• cadherin;
  • cell adhesion molecules;
  • bone formation;
  • osteoblast differentiation


We have previously indicated that human osteoblasts express a repertoire of cadherins and that perturbation of cadherin-mediated cell-cell interaction reduces bone morphogenetic protein 2 (BMP-2) stimulation of alkaline phosphatase activity. To test whether inhibition of cadherin function interferes with osteoblast function, we expressed a truncated N-cadherin mutant (NCadδC) with dominant negative action in MC3T3-E1 osteoblastic cells. In stably transfected clones, calcium-dependent cell-cell adhesion was decreased by 50%. Analysis of matrix protein expression during a 4-week culture period revealed that bone sialoprotein, osteocalcin, and type I collagen were substantially inhibited with time in culture, whereas osteopontin transiently increased. Basal alkaline phosphatase activity declined in cells expressing NCadΔC, relative to control cells, after 3 weeks in culture, and their cell proliferation rate was reduced moderately (17%).

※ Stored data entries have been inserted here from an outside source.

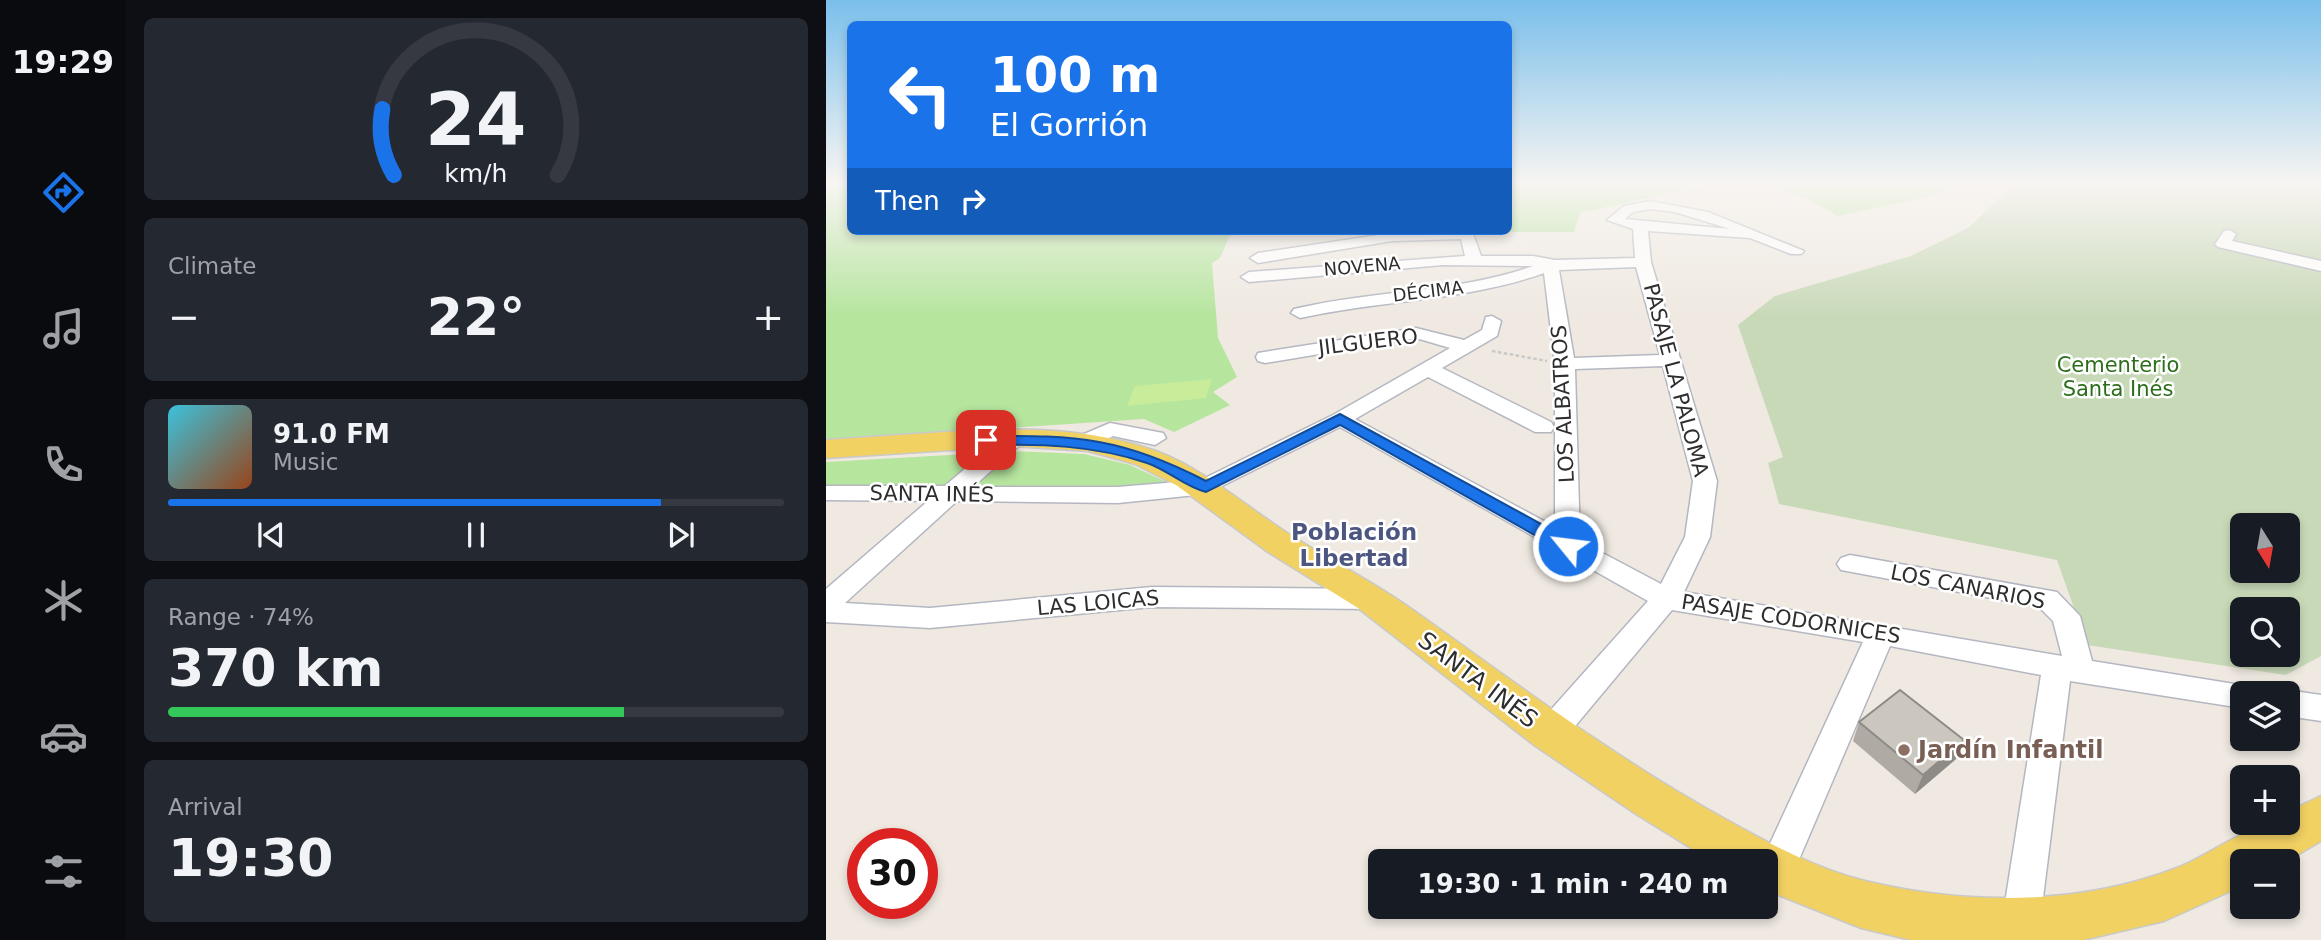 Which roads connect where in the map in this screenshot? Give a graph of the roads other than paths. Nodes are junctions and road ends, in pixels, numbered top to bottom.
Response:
1 (1640, 227) edge
2 (1653, 228) edge
3 (1733, 228) edge
4 (1747, 234) junction
5 (2229, 234) dead end
6 (1442, 235) edge
7 (1467, 235) edge
8 (1796, 251) dead end
9 (1258, 258) dead end
10 (1474, 260) junction
11 (1643, 262) junction
12 (1555, 265) junction
13 (2321, 265) edge
14 (1249, 277) dead end
15 (1300, 313) dead end
16 (1492, 321) dead end
17 (1469, 347) junction
18 (1265, 357) dead end
19 (1672, 360) junction
20 (1565, 364) junction
21 (1428, 369) junction
22 (1340, 419) junction
23 (1543, 427) dead end
24 (1155, 438) dead end
25 (1013, 439) junction
26 (1085, 442) junction
27 (826, 449) edge
28 (1206, 487) junction
29 (826, 493) edge
30 (946, 495) junction
31 (1568, 546) junction
32 (1850, 564) dead end
33 (1371, 599) junction
34 (1667, 599) junction
35 (826, 604) edge
36 (826, 612) edge
37 (1881, 634) junction
38 (2068, 668) junction
39 (2230, 694) edge
40 (2300, 705) edge
41 (2321, 708) edge
42 (1550, 733) junction
43 (2321, 817) edge
44 (1734, 849) edge
45 (1774, 849) edge
46 (2264, 849) edge
47 (2230, 867) edge
48 (1778, 871) edge
49 (2021, 922) junction

1 - 11 street, PASAJE LA PALOMA
2 - 4 street
3 - 4 street
4 - 8 street
5 - 13 street
6 - 9 street
7 - 10 street
10 - 12 street, NOVENA
10 - 14 street, NOVENA
11 - 12 street, NOVENA
11 - 19 street, PASAJE LA PALOMA
12 - 15 street, DÉCIMA
12 - 20 street, LOS ALBATROS
16 - 17 street
17 - 18 street, JILGUERO
17 - 21 street
19 - 20 street
19 - 34 street, PASAJE LA PALOMA
20 - 31 street, LOS ALBATROS
21 - 22 street
21 - 23 street
22 - 28 street
22 - 31 street, PASAJE CODORNICES
24 - 26 street
25 - 26 main road, SANTA INÉS
25 - 27 main road, SANTA INÉS
25 - 30 street
26 - 28 main road, SANTA INÉS
28 - 30 street, SANTA INÉS
28 - 33 main road, SANTA INÉS
29 - 30 street, SANTA INÉS
30 - 35 street
31 - 34 street, PASAJE CODORNICES
32 - 38 street, LOS CANARIOS
33 - 36 street, LAS LOICAS
33 - 42 main road, SANTA INÉS
34 - 37 street, PASAJE CODORNICES
34 - 42 street, PASAJE LA PALOMA
37 - 38 street, PASAJE CODORNICES
37 - 45 street
38 - 39 street, PASAJE CODORNICES
38 - 49 street, LOS CANARIOS
40 - 41 street
42 - 44 main road, SANTA INÉS
43 - 46 main road, SANTA INÉS
47 - 49 main road, SANTA INÉS
48 - 49 main road, SANTA INÉS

Finally,45Ca uptake, an index of matrix mineralization, was decreased by 35% in NCadΔC-expressing cells compared with control cultures after 4 weeks in medium containing ascorbic acid and β-glycerophosphate. Similarly, BMP-2 stimulation of alkaline phosphatase activity and bone sialoprotein and osteopontin expression also were curtailed in NCadΔC cells. Therefore, expression of dominant negative cadherin results in decreased cell-cell adhesion associated with altered bone matrix protein expression and decreased matrix mineralization. Cadherin-mediated cell-cell adhesion is involved in regulating the function of bone-forming cells.